Era una de esas personas hábiles para colarse en la vida de los demás y quedarse en los pliegues de su corazón
Le faltaban pocas horas para morir cuando, al despedirse de uno de los médicos que le atendían, al acabar su jornada y regresar a casa, le dijo: «dale un abrazo a tu esposa de mi parte. Yo, normalmente, no abrazo mujeres. Pero lo hago a través de los maridos». Así era Javier Echevarría, el Prelado del Opus Dei, que acaba de fallecer, y al que dedico esta gacetilla mía semanal. Era mi amigo. Le quería. Aprendí mucho de Don Javier. Un hombre que se desvivía por los demás. Pendiente de lo cercano. Escuchaba, se volcaba en el otro. Pendiente de las pequeñas cosas de cada día. Con sencillez. La misma con la que respondió al desafío de ser el sucesor de dos santos: San Josemaría y Álvaro del Portillo.

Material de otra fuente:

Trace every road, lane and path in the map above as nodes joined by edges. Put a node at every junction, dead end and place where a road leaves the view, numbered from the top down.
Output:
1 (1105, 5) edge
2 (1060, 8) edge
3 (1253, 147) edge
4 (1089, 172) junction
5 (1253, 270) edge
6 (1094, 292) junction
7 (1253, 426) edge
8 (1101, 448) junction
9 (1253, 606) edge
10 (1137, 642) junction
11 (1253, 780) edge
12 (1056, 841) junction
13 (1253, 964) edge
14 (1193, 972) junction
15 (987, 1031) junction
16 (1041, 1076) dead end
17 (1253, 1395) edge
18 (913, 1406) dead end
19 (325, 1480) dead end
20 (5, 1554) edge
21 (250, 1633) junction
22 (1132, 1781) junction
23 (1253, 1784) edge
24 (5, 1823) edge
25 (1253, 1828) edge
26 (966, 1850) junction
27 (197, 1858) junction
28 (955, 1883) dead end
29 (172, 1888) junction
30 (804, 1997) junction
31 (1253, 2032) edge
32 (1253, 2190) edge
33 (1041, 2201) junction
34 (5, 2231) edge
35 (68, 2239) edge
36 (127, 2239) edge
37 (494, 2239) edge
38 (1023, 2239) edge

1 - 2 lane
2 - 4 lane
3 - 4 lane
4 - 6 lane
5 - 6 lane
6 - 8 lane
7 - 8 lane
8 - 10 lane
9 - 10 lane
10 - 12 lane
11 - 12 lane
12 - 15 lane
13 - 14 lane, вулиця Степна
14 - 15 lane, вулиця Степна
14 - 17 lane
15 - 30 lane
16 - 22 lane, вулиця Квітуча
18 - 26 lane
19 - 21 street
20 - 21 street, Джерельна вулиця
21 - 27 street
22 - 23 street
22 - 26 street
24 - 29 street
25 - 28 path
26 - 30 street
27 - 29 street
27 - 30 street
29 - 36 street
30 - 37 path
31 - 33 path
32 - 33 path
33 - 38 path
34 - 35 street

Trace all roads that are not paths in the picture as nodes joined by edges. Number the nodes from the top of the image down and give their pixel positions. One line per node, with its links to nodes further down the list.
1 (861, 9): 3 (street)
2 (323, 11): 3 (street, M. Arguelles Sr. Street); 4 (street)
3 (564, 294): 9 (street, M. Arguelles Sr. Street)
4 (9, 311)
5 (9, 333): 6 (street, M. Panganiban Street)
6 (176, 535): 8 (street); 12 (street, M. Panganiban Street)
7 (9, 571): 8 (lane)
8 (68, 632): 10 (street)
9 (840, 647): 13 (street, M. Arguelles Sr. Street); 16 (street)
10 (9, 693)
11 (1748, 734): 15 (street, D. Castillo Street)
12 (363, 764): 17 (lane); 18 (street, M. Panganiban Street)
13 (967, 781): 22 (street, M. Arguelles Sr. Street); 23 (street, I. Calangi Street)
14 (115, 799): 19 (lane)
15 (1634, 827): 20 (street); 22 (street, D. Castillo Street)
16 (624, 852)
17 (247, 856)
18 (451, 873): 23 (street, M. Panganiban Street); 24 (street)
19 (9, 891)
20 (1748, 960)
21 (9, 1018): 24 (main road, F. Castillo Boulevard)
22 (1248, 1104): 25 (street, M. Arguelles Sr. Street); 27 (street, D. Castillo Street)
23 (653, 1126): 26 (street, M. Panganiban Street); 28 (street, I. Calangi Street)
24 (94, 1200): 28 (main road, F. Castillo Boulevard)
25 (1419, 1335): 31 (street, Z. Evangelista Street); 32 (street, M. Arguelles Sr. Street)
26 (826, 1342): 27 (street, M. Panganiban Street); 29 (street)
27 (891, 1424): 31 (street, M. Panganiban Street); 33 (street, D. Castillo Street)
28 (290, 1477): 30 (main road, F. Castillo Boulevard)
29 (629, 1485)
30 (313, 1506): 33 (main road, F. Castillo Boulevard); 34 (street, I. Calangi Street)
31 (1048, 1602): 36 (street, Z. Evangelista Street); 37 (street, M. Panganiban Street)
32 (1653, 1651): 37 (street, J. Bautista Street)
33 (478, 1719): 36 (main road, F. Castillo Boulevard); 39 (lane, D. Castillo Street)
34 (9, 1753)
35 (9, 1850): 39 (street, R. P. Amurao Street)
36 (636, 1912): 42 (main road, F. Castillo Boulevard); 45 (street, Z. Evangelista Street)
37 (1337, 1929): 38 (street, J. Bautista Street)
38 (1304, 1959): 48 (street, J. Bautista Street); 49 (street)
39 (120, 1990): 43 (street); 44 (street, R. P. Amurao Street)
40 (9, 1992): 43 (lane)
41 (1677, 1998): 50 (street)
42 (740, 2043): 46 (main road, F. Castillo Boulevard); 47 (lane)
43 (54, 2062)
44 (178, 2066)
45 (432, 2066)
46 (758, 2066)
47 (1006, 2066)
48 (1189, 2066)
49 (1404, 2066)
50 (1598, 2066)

Era una de esas personas hábiles para colarse en la vida de los demás y quedarse en los pliegues de su corazón. Me demostró su amistad con creces. Con detalles de esos que sólo los verdaderos amigos tienen y que no se olvidan nunca. Como aquella Misa que quiso celebrar por voluntad suya, tras la muerte de mi adorada Esther, y cuya homilía −larga y muy sentida− le dedicó, con palabras de carne, de hondura y de consuelo que me acompañarán de por vida. Solos él y yo, en aquella cripta romana donde ahora reposan sus restos, junto a dos amigos. Nadie más. ¿Acaso se puede tener un gesto de más cariño y cercanía? No había carta en la que no me preguntara por mi hija, por su marido y, también, por la pequeña Esther, por la que compartía mi debilidad.
En el corazón de Don Javier cabían todos. Era una de esas raras personas capaces de hacerte sentir que sólo existes tú en el mundo. El mérito está en que eso, que para él era tan natural, lo lograba con muchos. Cuando nos encontrábamos, me decía con una sonrisa de oreja a oreja: «Jesús, ya estamos juntos los tres. Esther, tú y yo». Y ni yo ni nadie de mi familia éramos del Opus Dei.
Me gustó aquello que le escuché cuando ordenó sacerdote a ese muchacho alegre, muy alegre, al que yo había tenido como secretario de redacción de EFE: «no sois psicólogos, ni sociólogos, ni antropólogos: sois Cristo mismo».
Pienso que, si algo marcó su vida, fue eso que repite a toda hora el Papa Francisco de ir a las periferias. Don Javier no hizo otra cosa en su vida. Acababa de regresar de Estonia cuando cayó enfermo. Hacía suyo el dolor ajeno. Se ponía en la piel de los demás. Los refugiados, los desempleados, los enfermos, estaban constantemente en su ánimo, en su plegaria. La noche de su muerte, como él estaba con suero, su preocupación era por qué no le traían la bandeja con la cena a la persona que le acompañaba. Ese era Don Javier. Son estas las personas que aúpan la vida. ¿Quién dijo que Don Javier se ha ido? Las personas como él permanecen siempre. No se van nunca.